━━━ RECORD EXTRACTS ━━━
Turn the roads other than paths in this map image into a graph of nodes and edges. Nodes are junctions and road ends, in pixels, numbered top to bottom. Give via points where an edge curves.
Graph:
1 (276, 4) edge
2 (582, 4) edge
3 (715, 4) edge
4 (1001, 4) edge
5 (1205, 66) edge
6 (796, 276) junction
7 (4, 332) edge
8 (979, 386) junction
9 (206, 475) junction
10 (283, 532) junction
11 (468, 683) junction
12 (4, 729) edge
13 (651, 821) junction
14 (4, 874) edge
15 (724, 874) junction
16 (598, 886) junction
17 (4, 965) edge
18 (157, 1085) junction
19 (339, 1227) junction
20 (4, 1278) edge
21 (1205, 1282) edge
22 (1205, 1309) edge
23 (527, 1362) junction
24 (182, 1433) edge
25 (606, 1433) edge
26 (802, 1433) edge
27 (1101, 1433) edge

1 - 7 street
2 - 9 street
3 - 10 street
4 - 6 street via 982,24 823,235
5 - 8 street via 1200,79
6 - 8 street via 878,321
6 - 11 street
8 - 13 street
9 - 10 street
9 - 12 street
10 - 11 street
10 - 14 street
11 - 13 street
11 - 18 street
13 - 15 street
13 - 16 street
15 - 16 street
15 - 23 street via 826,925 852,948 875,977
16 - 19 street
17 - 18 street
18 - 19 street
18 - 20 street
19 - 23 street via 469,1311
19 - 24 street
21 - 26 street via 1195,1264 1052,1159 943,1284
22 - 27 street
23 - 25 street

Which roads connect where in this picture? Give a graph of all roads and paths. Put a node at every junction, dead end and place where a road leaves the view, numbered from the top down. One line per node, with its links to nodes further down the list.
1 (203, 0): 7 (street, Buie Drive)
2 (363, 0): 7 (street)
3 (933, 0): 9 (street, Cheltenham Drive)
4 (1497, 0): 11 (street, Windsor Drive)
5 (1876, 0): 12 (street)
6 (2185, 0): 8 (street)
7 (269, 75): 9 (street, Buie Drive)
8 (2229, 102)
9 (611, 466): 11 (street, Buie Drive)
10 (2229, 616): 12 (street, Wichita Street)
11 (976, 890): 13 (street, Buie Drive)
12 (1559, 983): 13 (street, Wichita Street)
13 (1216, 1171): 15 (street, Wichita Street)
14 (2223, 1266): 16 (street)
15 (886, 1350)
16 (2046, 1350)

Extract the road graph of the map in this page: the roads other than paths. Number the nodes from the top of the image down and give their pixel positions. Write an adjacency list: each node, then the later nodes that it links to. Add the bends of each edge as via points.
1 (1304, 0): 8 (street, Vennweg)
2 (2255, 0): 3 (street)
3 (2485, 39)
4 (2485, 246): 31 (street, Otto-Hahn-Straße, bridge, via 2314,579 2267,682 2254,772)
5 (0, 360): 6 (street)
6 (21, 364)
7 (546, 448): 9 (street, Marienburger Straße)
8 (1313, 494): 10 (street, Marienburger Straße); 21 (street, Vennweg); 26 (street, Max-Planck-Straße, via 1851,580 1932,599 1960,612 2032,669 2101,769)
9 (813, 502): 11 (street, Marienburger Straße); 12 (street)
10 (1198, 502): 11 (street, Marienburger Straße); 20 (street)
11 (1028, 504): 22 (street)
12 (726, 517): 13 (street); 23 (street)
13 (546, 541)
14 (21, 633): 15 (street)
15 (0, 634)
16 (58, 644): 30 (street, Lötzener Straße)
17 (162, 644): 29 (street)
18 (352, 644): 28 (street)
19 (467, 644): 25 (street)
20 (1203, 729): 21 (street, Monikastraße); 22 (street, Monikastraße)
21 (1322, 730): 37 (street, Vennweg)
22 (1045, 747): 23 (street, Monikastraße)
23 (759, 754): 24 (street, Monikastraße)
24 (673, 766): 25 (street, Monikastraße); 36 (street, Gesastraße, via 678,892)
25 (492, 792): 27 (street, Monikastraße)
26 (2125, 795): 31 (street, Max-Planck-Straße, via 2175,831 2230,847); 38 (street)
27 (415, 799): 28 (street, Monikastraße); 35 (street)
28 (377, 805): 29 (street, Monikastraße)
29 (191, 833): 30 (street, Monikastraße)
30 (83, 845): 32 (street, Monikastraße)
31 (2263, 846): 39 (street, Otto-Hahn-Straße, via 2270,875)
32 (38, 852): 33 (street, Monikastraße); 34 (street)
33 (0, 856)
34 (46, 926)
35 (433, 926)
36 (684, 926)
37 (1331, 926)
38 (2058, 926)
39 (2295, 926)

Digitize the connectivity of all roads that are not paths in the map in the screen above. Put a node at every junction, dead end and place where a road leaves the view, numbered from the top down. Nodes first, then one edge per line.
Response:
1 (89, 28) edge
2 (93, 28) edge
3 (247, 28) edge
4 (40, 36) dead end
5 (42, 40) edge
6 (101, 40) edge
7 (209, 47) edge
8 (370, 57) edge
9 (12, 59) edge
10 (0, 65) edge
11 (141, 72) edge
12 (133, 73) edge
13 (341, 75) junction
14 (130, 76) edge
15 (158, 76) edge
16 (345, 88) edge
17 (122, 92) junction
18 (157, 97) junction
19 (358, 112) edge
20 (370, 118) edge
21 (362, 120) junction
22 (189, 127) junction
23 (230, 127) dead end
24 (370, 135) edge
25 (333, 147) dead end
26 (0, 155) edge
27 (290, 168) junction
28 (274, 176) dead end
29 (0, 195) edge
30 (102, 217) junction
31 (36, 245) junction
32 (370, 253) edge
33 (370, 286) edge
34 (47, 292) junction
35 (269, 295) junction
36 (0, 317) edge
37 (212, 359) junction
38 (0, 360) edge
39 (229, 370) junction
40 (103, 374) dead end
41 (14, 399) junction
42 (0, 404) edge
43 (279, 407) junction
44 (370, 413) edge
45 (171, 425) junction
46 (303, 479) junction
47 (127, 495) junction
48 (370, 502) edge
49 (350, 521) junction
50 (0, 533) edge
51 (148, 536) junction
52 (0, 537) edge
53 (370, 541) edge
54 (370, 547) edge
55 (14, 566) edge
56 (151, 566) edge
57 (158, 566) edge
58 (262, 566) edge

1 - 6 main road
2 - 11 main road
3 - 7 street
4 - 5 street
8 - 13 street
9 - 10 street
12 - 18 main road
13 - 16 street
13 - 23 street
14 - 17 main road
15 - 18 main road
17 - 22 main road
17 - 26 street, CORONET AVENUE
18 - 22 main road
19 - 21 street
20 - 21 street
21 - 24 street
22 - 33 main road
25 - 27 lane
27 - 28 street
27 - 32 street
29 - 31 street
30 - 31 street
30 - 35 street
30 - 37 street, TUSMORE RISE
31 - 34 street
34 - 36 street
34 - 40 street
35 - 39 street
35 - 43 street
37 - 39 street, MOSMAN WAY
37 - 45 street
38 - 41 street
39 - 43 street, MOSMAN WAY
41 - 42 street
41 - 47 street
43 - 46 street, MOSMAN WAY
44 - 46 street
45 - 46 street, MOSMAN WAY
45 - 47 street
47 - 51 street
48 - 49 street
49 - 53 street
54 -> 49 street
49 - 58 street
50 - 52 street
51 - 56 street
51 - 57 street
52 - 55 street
━━━
## EXERCISE DIRECTIONS
Pull each line containing "points" from the records.

## FINISHED EXERCISE
Turn the roads other than paths in this map image into a graph of nodes and edges. Nodes are junctions and road ends, in pixels, numbered top to bottom. Give via points where an edge curves.
Extract the road graph of the map in this page: the roads other than paths. Number the nodes from the top of the image down and give their pixel positions. Write an adjacency list: each node, then the later nodes that it links to. Add the bends of each edge as via points.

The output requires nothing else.